Problem to solve
Taking the line that contains "Digitize the connectivity" as the first, copy exactly every line through the last line of the records, and nothing else.

(Source data)
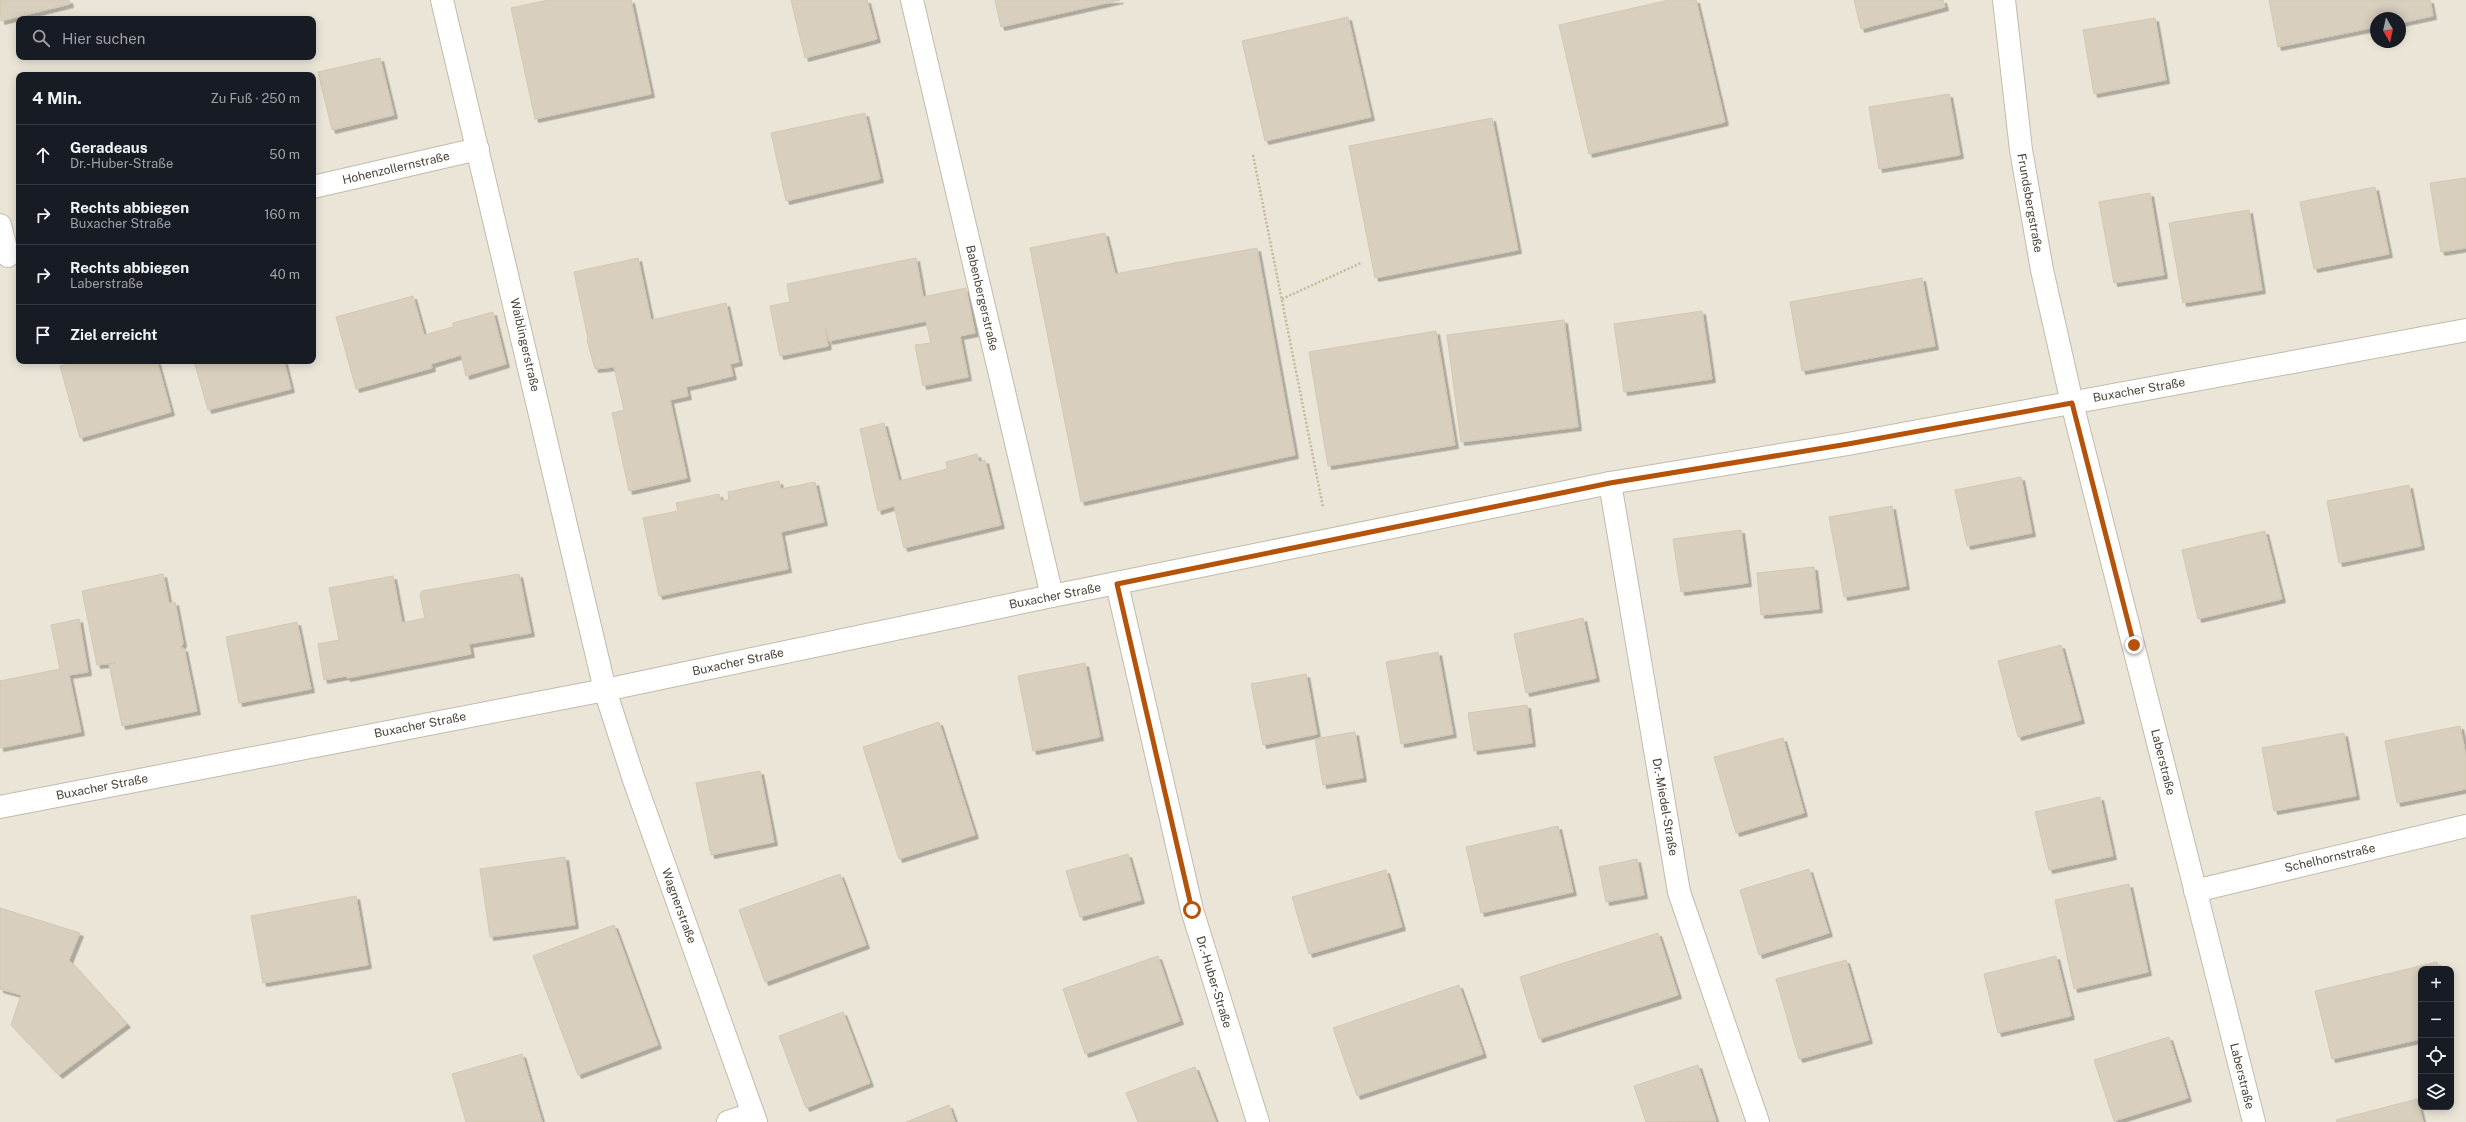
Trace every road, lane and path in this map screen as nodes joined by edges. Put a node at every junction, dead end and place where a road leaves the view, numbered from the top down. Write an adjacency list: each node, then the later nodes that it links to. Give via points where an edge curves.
1 (442, 0): 4 (street, Waiblingerstraße)
2 (912, 0): 16 (street, Babenbergerstraße)
3 (2004, 0): 12 (street, Frundsbergstraße, via 2022,157 2042,270)
4 (478, 149): 6 (street, Hohenzollernstraße); 17 (street, Waiblingerstraße)
5 (1253, 155): 10 (path)
6 (316, 186)
7 (0, 225): 8 (street)
8 (9, 256)
9 (1360, 263): 10 (path)
10 (1282, 298): 14 (path)
11 (2466, 330): 12 (street, Buxacher Straße)
12 (2072, 403): 13 (street, Buxacher Straße, via 1848,444); 20 (street, Laberstraße)
13 (1610, 483): 14 (street, Buxacher Straße); 24 (street, Dr.-Miedel-Straße, via 1679,892)
14 (1330, 540): 15 (street, Buxacher Straße)
15 (1117, 584): 16 (street, Buxacher Straße); 23 (street, Dr.-Huber-Straße, via 1192,910)
16 (1052, 596): 17 (street, Buxacher Straße)
17 (605, 690): 18 (street, Buxacher Straße); 21 (street, Wagnerstraße, via 633,777)
18 (0, 807)
19 (2466, 826): 20 (street, Schelhornstraße)
20 (2195, 891): 25 (street, Laberstraße)
21 (754, 1118): 22 (street)
22 (728, 1122)
23 (1258, 1122)
24 (1758, 1122)
25 (2254, 1122)

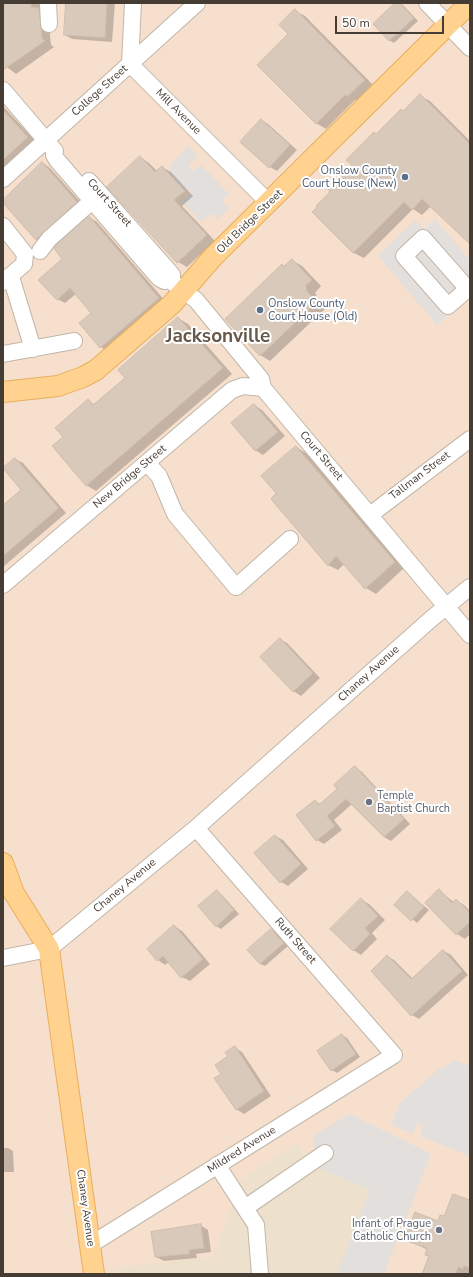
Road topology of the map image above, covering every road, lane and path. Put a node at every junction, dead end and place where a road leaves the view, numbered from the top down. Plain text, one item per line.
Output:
1 (48, 3) edge
2 (133, 3) edge
3 (197, 3) edge
4 (427, 3) edge
5 (470, 3) edge
6 (49, 24) dead end
7 (448, 26) junction
8 (470, 48) edge
9 (130, 64) junction
10 (3, 90) edge
11 (50, 146) junction
12 (3, 179) edge
13 (89, 192) junction
14 (269, 203) junction
15 (3, 226) edge
16 (40, 251) dead end
17 (7, 280) edge
18 (177, 286) junction
19 (74, 341) dead end
20 (33, 349) junction
21 (3, 354) edge
22 (263, 388) junction
23 (3, 392) edge
24 (470, 439) edge
25 (147, 462) junction
26 (370, 515) junction
27 (290, 539) dead end
28 (3, 585) edge
29 (470, 587) edge
30 (446, 606) junction
31 (470, 635) edge
32 (196, 828) junction
33 (3, 863) edge
34 (49, 949) junction
35 (3, 958) edge
36 (394, 1055) joint
37 (325, 1153) dead end
38 (218, 1165) junction
39 (245, 1208) junction
40 (90, 1245) junction
41 (94, 1274) edge
42 (260, 1274) edge

1 - 6 street
2 - 9 street
3 - 9 street, College Street
4 - 7 street
5 - 7 main road, Old Bridge Street
7 - 8 street
7 - 14 main road, Old Bridge Street
9 - 11 street, College Street
9 - 14 street, Mill Avenue
10 - 11 street, Court Street
11 - 12 street, College Street
11 - 13 street, Court Street
13 - 16 street
13 - 18 street, Court Street
14 - 18 main road, Old Bridge Street
15 - 17 street
17 - 20 street
18 - 22 street, Court Street
18 - 23 main road, Old Bridge Street
19 - 20 street
20 - 21 street
22 - 25 street, New Bridge Street
22 - 26 street, Court Street
24 - 26 street, Tallman Street
25 - 27 street
25 - 28 street, New Bridge Street
26 - 30 street, Court Street
29 - 30 street, Chaney Avenue
30 - 31 street, Court Street
30 - 32 street, Chaney Avenue
32 - 34 street, Chaney Avenue
32 - 36 street, Ruth Street
33 - 34 main road
34 - 35 street
34 - 40 main road, Chaney Avenue
36 - 38 street, Mildred Avenue
37 - 39 street
38 - 39 street
38 - 40 street, Mildred Avenue
39 - 42 street
40 - 41 main road, Chaney Avenue

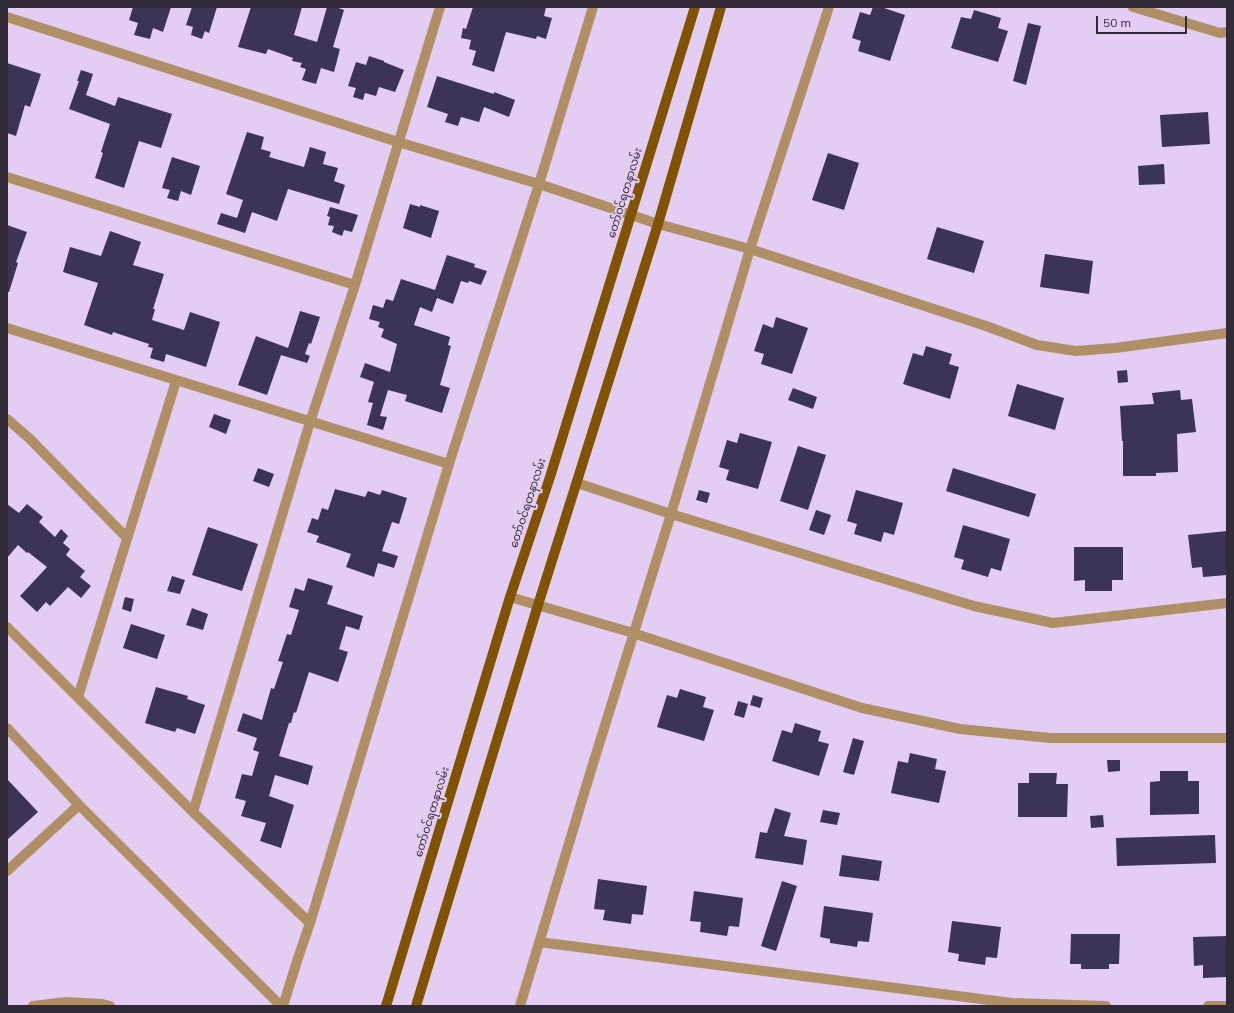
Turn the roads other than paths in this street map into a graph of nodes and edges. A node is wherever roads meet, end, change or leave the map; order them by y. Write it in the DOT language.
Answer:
graph roads {
  1 [pos="440,7"];
  2 [pos="593,7"];
  3 [pos="695,7"];
  4 [pos="721,7"];
  5 [pos="829,7"];
  6 [pos="1133,7"];
  7 [pos="7,17"];
  8 [pos="1227,32"];
  9 [pos="398,142"];
  10 [pos="7,177"];
  11 [pos="539,184"];
  12 [pos="631,214"];
  13 [pos="658,224"];
  14 [pos="750,248"];
  15 [pos="355,285"];
  16 [pos="7,328"];
  17 [pos="1227,333"];
  18 [pos="176,381"];
  19 [pos="7,419"];
  20 [pos="310,422"];
  21 [pos="449,464"];
  22 [pos="577,483"];
  23 [pos="671,514"];
  24 [pos="127,538"];
  25 [pos="510,596"];
  26 [pos="1227,603"];
  27 [pos="538,605"];
  28 [pos="7,627"];
  29 [pos="633,633"];
  30 [pos="78,697"];
  31 [pos="8,731"];
  32 [pos="1227,738"];
  33 [pos="79,805"];
  34 [pos="193,812"];
  35 [pos="7,871"];
  36 [pos="310,923"];
  37 [pos="539,942"];
  38 [pos="33,1006"];
  39 [pos="110,1006"];
  40 [pos="282,1006"];
  41 [pos="386,1006"];
  42 [pos="416,1006"];
  43 [pos="520,1006"];
  44 [pos="1106,1006"];
  45 [pos="1208,1006"];
  46 [pos="1227,1006"];
  1 -- 9 [label="street"];
  2 -- 11 [label="street"];
  3 -- 12 [label="main road, တော်ဝင်ရတနာလမ်း"];
  4 -- 13 [label="main road"];
  5 -- 14 [label="street"];
  6 -- 8 [label="street"];
  7 -- 9 [label="street"];
  9 -- 11 [label="street"];
  9 -- 15 [label="street"];
  10 -- 15 [label="street"];
  11 -- 12 [label="street"];
  11 -- 21 [label="street"];
  12 -- 13 [label="street"];
  12 -- 25 [label="main road, တော်ဝင်ရတနာလမ်း"];
  13 -- 14 [label="street"];
  13 -- 22 [label="main road"];
  14 -- 17 [label="street"];
  14 -- 23 [label="street"];
  15 -- 20 [label="street"];
  16 -- 18 [label="street"];
  18 -- 20 [label="street"];
  18 -- 24 [label="street"];
  19 -- 24 [label="street"];
  20 -- 21 [label="street"];
  20 -- 34 [label="street"];
  21 -- 36 [label="street"];
  22 -- 23 [label="street"];
  22 -- 27 [label="main road"];
  23 -- 26 [label="street"];
  23 -- 29 [label="street"];
  24 -- 30 [label="street"];
  25 -- 27 [label="street"];
  25 -- 41 [label="main road, တော်ဝင်ရတနာလမ်း"];
  27 -- 29 [label="street"];
  27 -- 42 [label="main road"];
  28 -- 30 [label="street"];
  29 -- 32 [label="street"];
  29 -- 37 [label="street"];
  30 -- 34 [label="street"];
  31 -- 33 [label="street"];
  33 -- 35 [label="street"];
  33 -- 40 [label="street"];
  34 -- 36 [label="street"];
  36 -- 40 [label="street"];
  37 -- 43 [label="street"];
  37 -- 44 [label="street"];
  38 -- 39 [label="street"];
  45 -- 46 [label="street"];
}
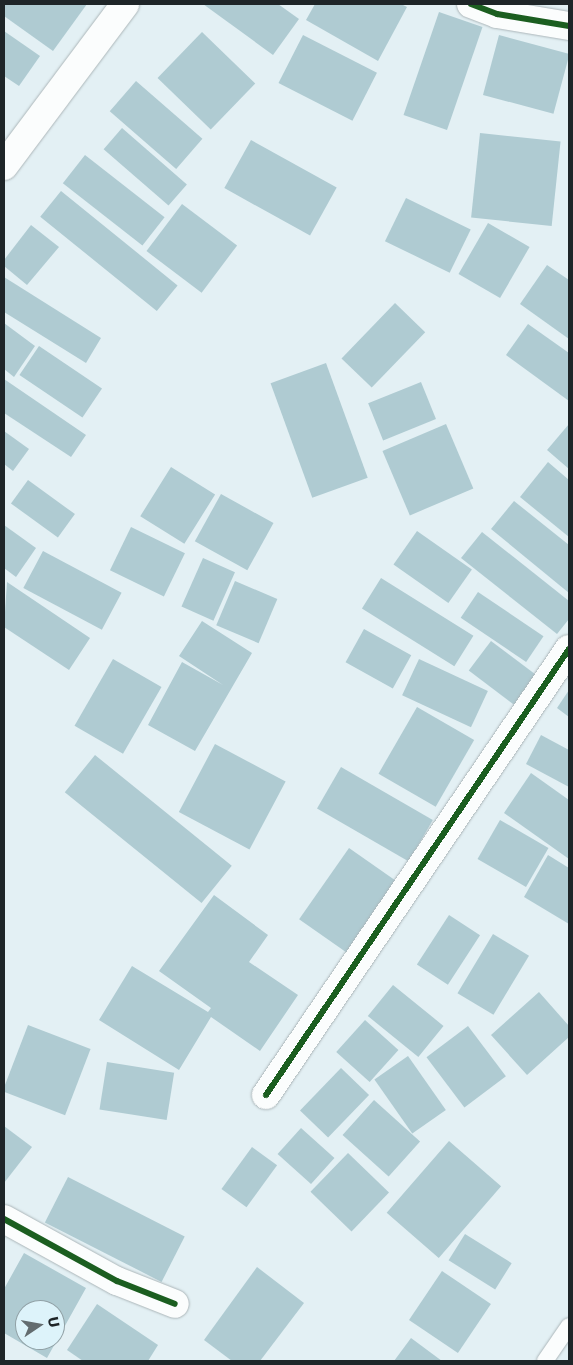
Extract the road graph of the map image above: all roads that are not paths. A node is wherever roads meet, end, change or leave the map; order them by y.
1 (125, 4) edge
2 (471, 4) edge
3 (569, 26) edge
4 (4, 166) edge
5 (568, 654) edge
6 (266, 1095) dead end
7 (4, 1219) edge
8 (175, 1304) dead end
9 (569, 1326) edge
10 (545, 1361) edge

1 - 4 main road
2 - 3 main road
5 - 6 main road
7 - 8 main road
9 - 10 lane

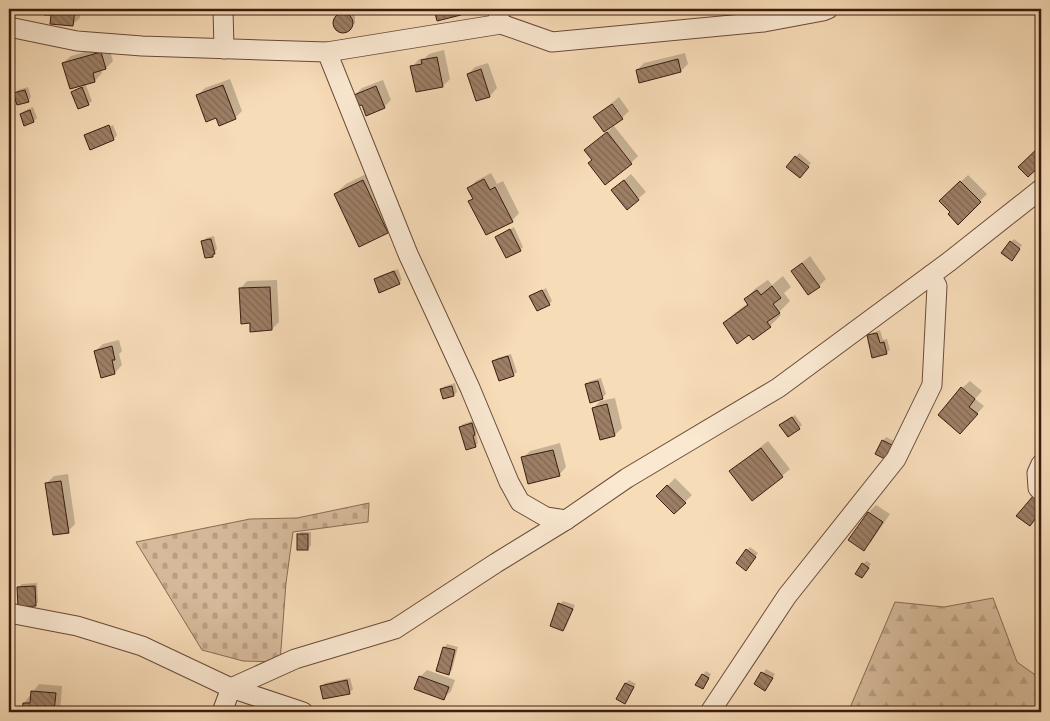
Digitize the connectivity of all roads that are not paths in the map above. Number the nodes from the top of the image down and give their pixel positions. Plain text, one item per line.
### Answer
1 (223, 9) edge
2 (828, 9) edge
3 (499, 17) edge
4 (9, 27) edge
5 (224, 49) junction
6 (327, 52) junction
7 (1041, 189) edge
8 (931, 275) junction
9 (1041, 464) edge
10 (1041, 491) edge
11 (566, 520) junction
12 (9, 614) edge
13 (231, 688) junction
14 (222, 712) edge
15 (303, 712) edge
16 (710, 712) edge

1 - 5 street
2 - 3 street
3 - 6 street
4 - 5 street
5 - 6 street
6 - 11 street
7 - 8 street
8 - 11 street
8 - 16 street
9 - 10 street
11 - 13 street
12 - 13 street
13 - 14 street
13 - 15 street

Task response
Digitize the connectivity of all roads that are not paths in the map above. Number the nodes from the top of the image down and give their pixel positions. Plain text, one item per line.
### Answer
1 (223, 9) edge
2 (828, 9) edge
3 (499, 17) edge
4 (9, 27) edge
5 (224, 49) junction
6 (327, 52) junction
7 (1041, 189) edge
8 (931, 275) junction
9 (1041, 464) edge
10 (1041, 491) edge
11 (566, 520) junction
12 (9, 614) edge
13 (231, 688) junction
14 (222, 712) edge
15 (303, 712) edge
16 (710, 712) edge

1 - 5 street
2 - 3 street
3 - 6 street
4 - 5 street
5 - 6 street
6 - 11 street
7 - 8 street
8 - 11 street
8 - 16 street
9 - 10 street
11 - 13 street
12 - 13 street
13 - 14 street
13 - 15 street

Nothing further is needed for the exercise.